The chip itself consists of two main parts, an SPI interface for communication, and the decoder itself. The decoder contains a parser for the SPI data, the LMS predictor/updater at the heart of the QOA format, and the history/weights for the LMS predictor. For die area savings, we use a sequential multiplier in the LMS predictor, and save on the expensive dequantizing computations by using a precalculated table from the reference code on Github.
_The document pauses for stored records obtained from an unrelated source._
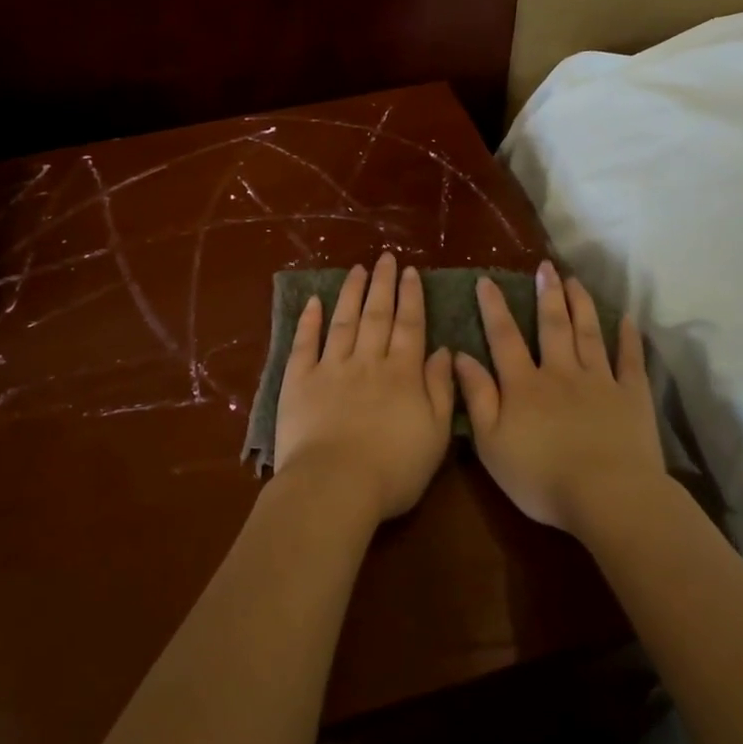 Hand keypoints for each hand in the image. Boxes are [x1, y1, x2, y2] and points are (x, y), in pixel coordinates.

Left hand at [273, 253, 456, 520]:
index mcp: (402, 373)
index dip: (411, 296)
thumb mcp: (435, 434)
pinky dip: (309, 321)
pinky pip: (305, 343)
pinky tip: (314, 302)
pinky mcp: (299, 381)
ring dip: (351, 292)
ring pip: (343, 321)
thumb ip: (441, 390)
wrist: (334, 485)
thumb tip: (443, 351)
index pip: (409, 325)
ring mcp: (330, 368)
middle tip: (385, 258)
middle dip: (382, 284)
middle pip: (377, 315)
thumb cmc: (393, 469)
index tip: (411, 271)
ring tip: (357, 269)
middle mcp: (367, 361)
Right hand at [452, 261, 666, 533]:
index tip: (487, 280)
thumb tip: (460, 355)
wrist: (607, 496)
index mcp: (525, 384)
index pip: (504, 337)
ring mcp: (600, 381)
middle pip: (552, 326)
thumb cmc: (540, 477)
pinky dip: (628, 338)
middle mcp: (561, 372)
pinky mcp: (632, 397)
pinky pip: (630, 360)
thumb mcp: (491, 442)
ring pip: (589, 334)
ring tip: (576, 281)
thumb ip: (477, 396)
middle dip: (547, 294)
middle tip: (546, 267)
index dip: (494, 308)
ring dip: (581, 305)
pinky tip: (627, 319)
We save space further by only saving half the values, since every odd index is just the negative counterpart of the previous value, and we can just flip the sign.

The decoder itself

The decoder has three main parts, registers for the LMS history and weights, a parser for handling SPI data, and the QOA decoder in the parser.

A block diagram of the decoder itself, showing the components and how they are linked

First off, whenever data_rdy is pulsed, the main state machine in the parser decodes spi_in into either a hist/weights fill instruction, a sample decode instruction, or a sample send instruction.

  • If the instruction is a hist/weights fill, it takes the next 2 bytes (i.e. 2 data_rdy pulses) and puts them into the history or weights registers specified by the index in the instruction.
  • If the instruction is a sample send request, the parser will set the spi_out register to the upper bit of sample, wait for it to transmit (8 SPI clock cycles, so a data_rdy pulse), then set it to the low byte and finish the transmission.
  • Finally, if it is a sample decode instruction, it will iteratively multiply the history and weights values using a sequential multiplier, adding them to an accumulator. It then uses combinational logic and the ROM to calculate the final sample. This is then used to update history, weights, and is sent if a sample send request is recived.

How to test

Connect the chip to a mode 0 SPI master, with a clock rate at least 6x slower than the chip clock. Then, fill the LMS history and weights, by using the following instruction:

bit[7] bit[6] bit[5] bit[4] bit[3] bit[2] bit[1] bit[0]
0 Adress[1] Adress[0] BankSel 0

BankSel chooses between history and weights, 1 for weights and 0 for history. Adress is just which of the 4 values to fill, as specified by QOA. The next two bytes are the data to fill the history or weights with, MSB first. If you want to then send a sample, the following instruction is used:

bit[7] bit[6] bit[5] bit[4] bit[3] bit[2] bit[1] bit[0]
sf_quant[3] sf_quant[2] sf_quant[1] sf_quant[0] qr[2] qr[1] qr[0] 1

qr and sf_quant are exactly as they are in the QOA specification, with this chip decoding sample by sample.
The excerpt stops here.